The “unnormalized” version does not drop only the normalization constants but also everything else that is not relevant for computing the autodiff gradient. That means the output of an unnormalized pdf is nondeterministic and context dependent.
Normalized PDFs are easy.
target += normal_lpdf(x| mu, sigma);
is always equivalent to
target += -0.5*square(x-mu)/sigma - log(sigma) - 0.5*log(2*pi());
Now let’s consider unnormalized PDF.
target += normal_lupdf(x| mu, sigma);
When both mu
and sigma
are unknown parameters the above is equivelent to
target += -0.5*square(x-mu)/sigma - log(sigma);
The obvious constant 0.5*log(2*pi())
is removed for efficiency. So far so good.
But supposed that sigma
is known data. In that case the unnormalized PDF becomes
target += -0.5*square(x-mu)/sigma;
In the context of this particular model log(sigma)
is constant and can be dropped. Note that there is no way to decide whether a given variable is data or parameter other than to look up where it was originally defined, possibly following it through function calls. The same function may have different results when called from transformed data block and model block in the same model. The restrictions on _lupdf
s are there to avoid this weirdness.
Even 0.5*log(2*pi())
isn’t always dropped. RStan and PyStan expose the model’s log_prob
method to users. When called through the interface it doesn’t use autodiff so it wouldn’t make sense to calculate the target “up to a constant”–the result is a constant. Consequently the exposed method computes full normalization.
The unpredictable nature of _lupdf
s makes them a bit tricky to use correctly. Here’s an example.

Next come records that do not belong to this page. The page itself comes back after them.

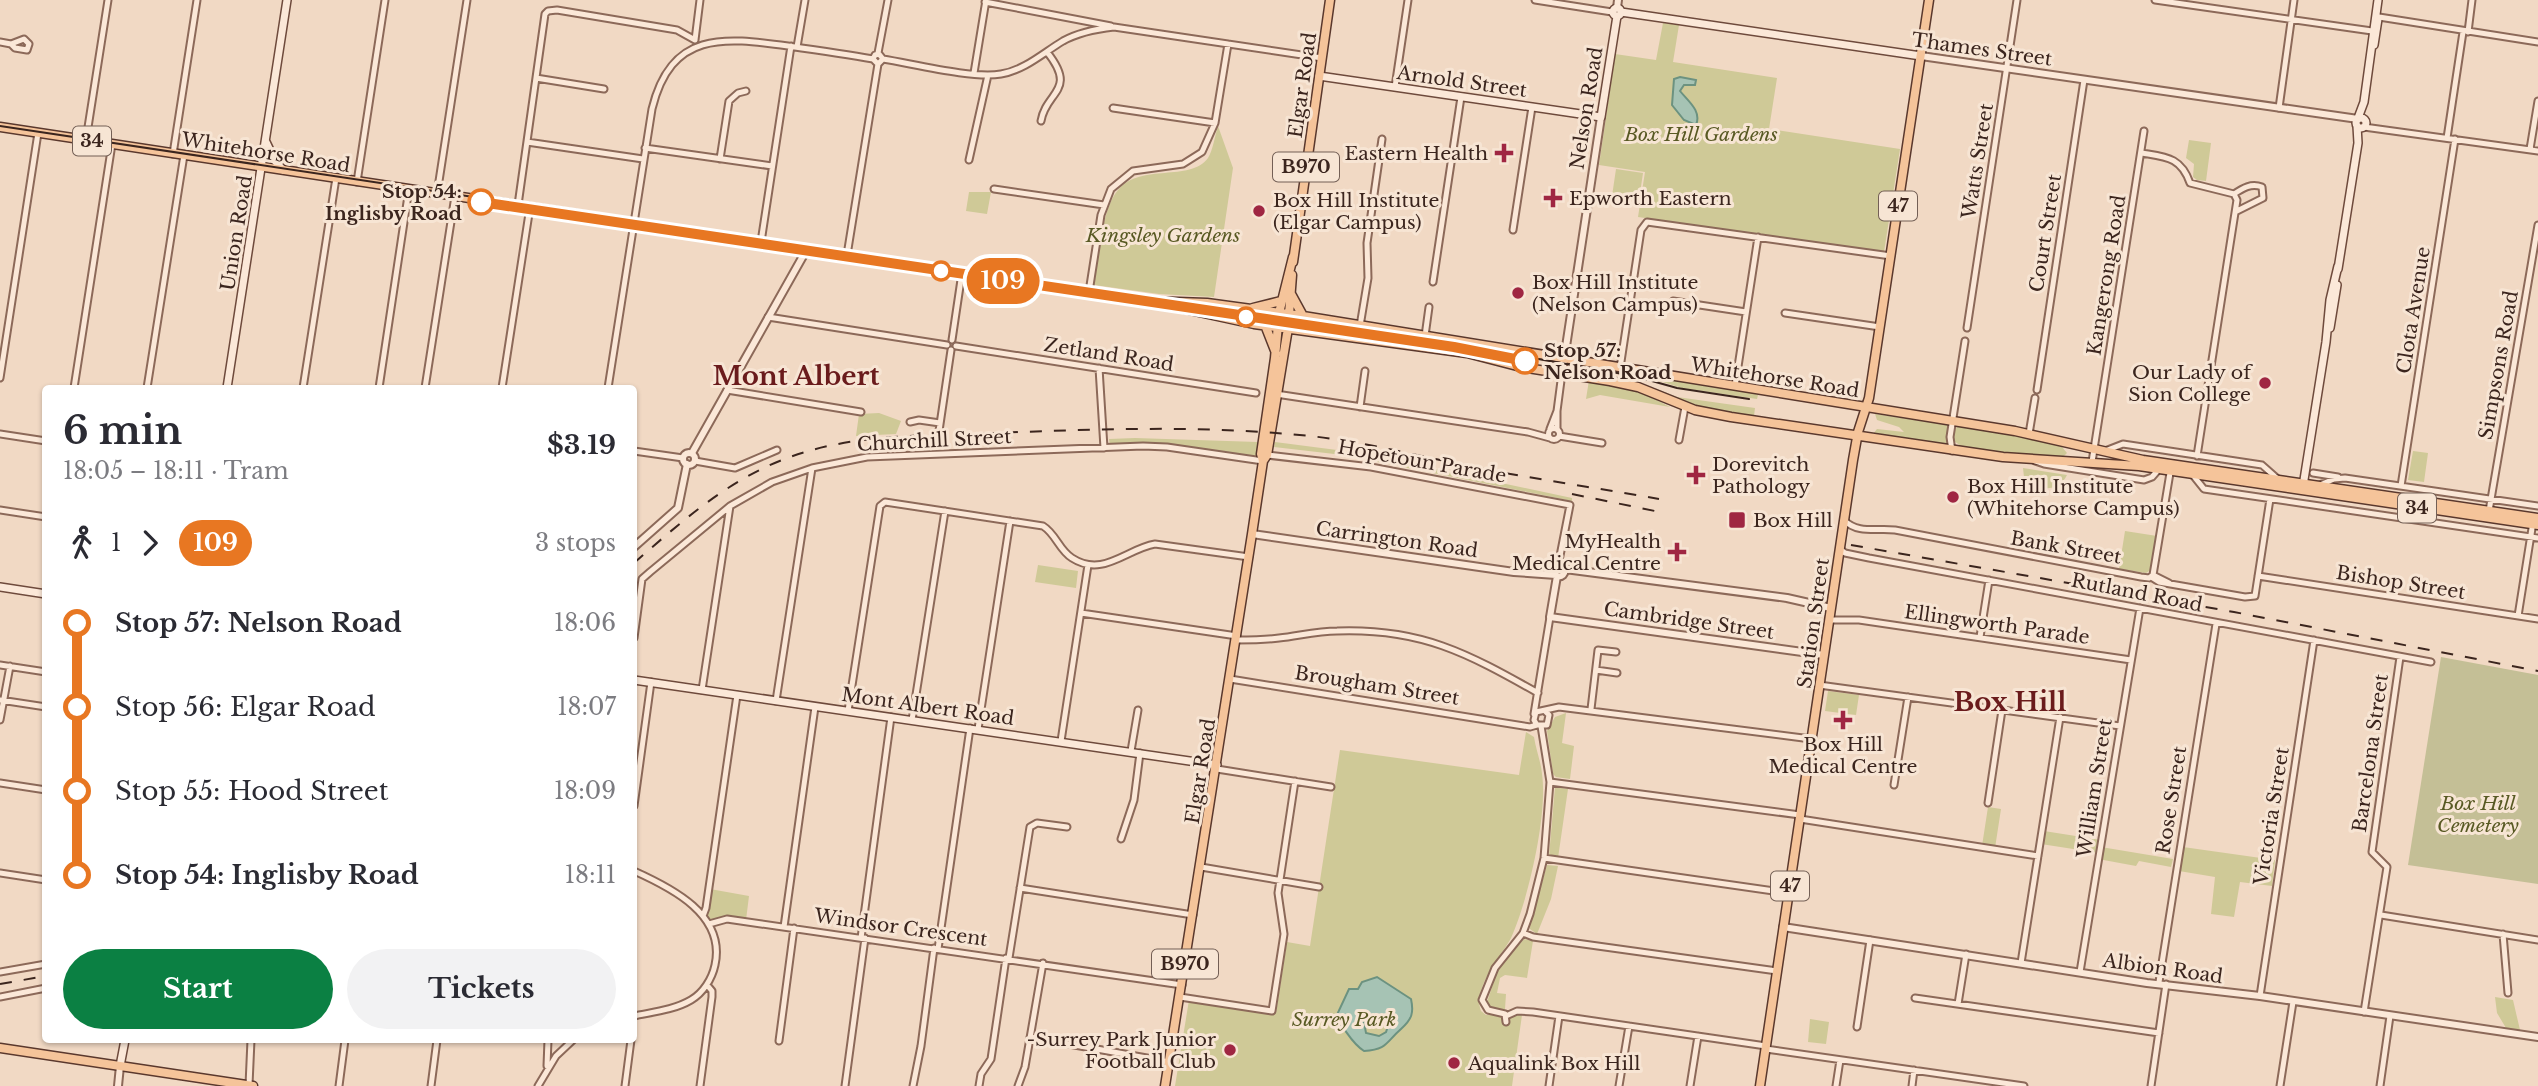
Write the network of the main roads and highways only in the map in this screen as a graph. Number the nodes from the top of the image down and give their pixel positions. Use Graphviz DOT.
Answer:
graph roads {
  1 [pos="287,0"];
  2 [pos="1330,0"];
  3 [pos="1929,0"];
  4 [pos="2379,0"];
  5 [pos="1617,10"];
  6 [pos="1921,56"];
  7 [pos="2371,56"];
  8 [pos="1319,76"];
  9 [pos="1601,117"];
  10 [pos="0,127"];
  11 [pos="266,141"];
  12 [pos="262,167"];
  13 [pos="284,170"];
  14 [pos="1293,257"];
  15 [pos="1291,294"];
  16 [pos="1149,301"];
  17 [pos="1281,301"];
  18 [pos="1247,309"];
  19 [pos="1279,313"];
  20 [pos="1289,315"];
  21 [pos="1303,316"];
  22 [pos="1265,325"];
  23 [pos="1278,327"];
  24 [pos="1288,328"];
  25 [pos="1315,332"];
  26 [pos="1286,343"];
  27 [pos="1276,353"];
  28 [pos="227,385"];
  29 [pos="1273,395"];
  30 [pos="1866,407"];
  31 [pos="1857,436"];
  32 [pos="2068,444"];
  33 [pos="2070,465"];
  34 [pos="2171,468"];
  35 [pos="2303,487"];
  36 [pos="2535,521"];
  37 [pos="0,587"];
  38 [pos="42,593"];
  39 [pos="637,680"];
  40 [pos="1217,767"];
  41 [pos="124,1043"];
  42 [pos="0,1048"];
  43 [pos="120,1066"];
  44 [pos="208,1083"];
  45 [pos="251,1086"];
  46 [pos="1165,1086"];
  47 [pos="1760,1086"];
  1 -- 11 [label="main road, Union Road"];
  2 -- 8 [label="main road, Elgar Road / B970"];
  3 -- 6 [label="main road, Station Street / 47"];
  4 -- 7 [label="main road"];
  4 -- 7 [label="main road"];
  5 -- 6 [label="main road, Thames Street"];
  5 -- 9 [label="main road, Nelson Road"];
  6 -- 30 [label="main road, Station Street / 47"];
  7 -- 35 [label="main road"];
  8 -- 9 [label="main road, Arnold Street"];
  8 -- 14 [label="main road, Elgar Road / B970"];
  10 -- 12 [label="main road, Whitehorse Road / 34"];
  11 -- 12 [label="main road, Union Road"];
  11 -- 13 [label="main road"];
  12 -- 13 [label="main road, Whitehorse Road / 34"];
  12 -- 28 [label="main road, Union Road"];
  13 -- 16 [label="main road, Whitehorse Road / 34"];
  14 -- 15 [label="main road, Elgar Road / B970"];
  14 -- 17 [label="main road, Elgar Road / B970"];
  15 -- 20 [label="main road, Elgar Road / B970"];
  15 -- 21 [label="main road"];
  16 -- 18 [label="main road, Whitehorse Road / 34"];
  16 -- 22 [label="main road, Whitehorse Road / 34"];
  17 -- 18 [label="main road"];
  17 -- 19 [label="main road, Elgar Road / B970"];
  18 -- 19 [label="main road, Whitehorse Road / 34"];
  19 -- 20 [label="main road, Whitehorse Road / 34"];
  19 -- 23 [label="main road, Elgar Road / B970"];
  20 -- 21 [label="main road, Whitehorse Road / 34"];
  20 -- 24 [label="main road, Elgar Road / B970"];
  21 -- 30 [label="main road, Whitehorse Road / 34"];
  22 -- 23 [label="main road, Whitehorse Road / 34"];
  22 -- 27 [label="main road"];
  23 -- 24 [label="main road, Whitehorse Road / 34"];
  23 -- 27 [label="main road, Elgar Road / B970"];
  24 -- 25 [label="main road, Whitehorse Road / 34"];
  24 -- 26 [label="main road, Elgar Road / B970"];
  25 -- 26 [label="main road"];
  25 -- 31 [label="main road, Whitehorse Road / 34"];
  26 -- 29 [label="main road, Elgar Road / B970"];
  27 -- 29 [label="main road, Elgar Road / B970"];
  29 -- 40 [label="main road, Elgar Road / B970"];
  30 -- 31 [label="main road, Station Street / 47"];
  30 -- 32 [label="main road, Whitehorse Road / 34"];
  31 -- 33 [label="main road, Whitehorse Road / 34"];
  31 -- 47 [label="main road, Station Street / 47"];
  32 -- 33 [label="main road"];
  32 -- 34 [label="main road, Whitehorse Road / 34"];
  33 -- 34 [label="main road, Whitehorse Road / 34"];
  34 -- 35 [label="main road, Whitehorse Road / 34"];
  34 -- 35 [label="main road, Whitehorse Road / 34"];
  35 -- 36 [label="main road, Whitehorse Road / 34"];
  35 -- 36 [label="main road, Whitehorse Road / 34"];
  37 -- 38 [label="main road"];
  39 -- 40 [label="main road, Mont Albert Road"];
  40 -- 46 [label="main road, Elgar Road / B970"];
  41 -- 43 [label="main road"];
  42 -- 43 [label="main road"];
  43 -- 44 [label="main road"];
  44 -- 45 [label="main road"];
}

real mixed1_lpdf(real x, real mu, real sigma1, sigma2) {
return log_mix(0.5,
normal_lpdf(x | mu, sigma1),
normal_lpdf(x | mu, sigma2));
}
real mixed2_lpdf(real x, real mu1, real mu2, real sigma) {
return log_mix(0.5,
normal_lupdf(x | mu1, sigma),
normal_lupdf(x | mu2, sigma));
}
mixed1
requires normalizing because the two normal
s have different normalizations if either sigma
is constant. Even if you don’t need to normalize the result of mixed1
you still need to normalize the two normal
s used in the calculation.
On the other hand, in mixed2
the two distributions have the same normalization for any possible inputs. If you don’t need to normalize mixed2
then these normal
s can also be left unnormalized.
Although the user-defined function is defined with _lpdf
suffix it can be invoked either as mixed2_lpdf
or mixed2_lupdf
. The former means that the caller needs full normalization (and thus forces the inner normal_lupdf
calls to become normal_lpdf
s) while the latter leaves the normalization optional.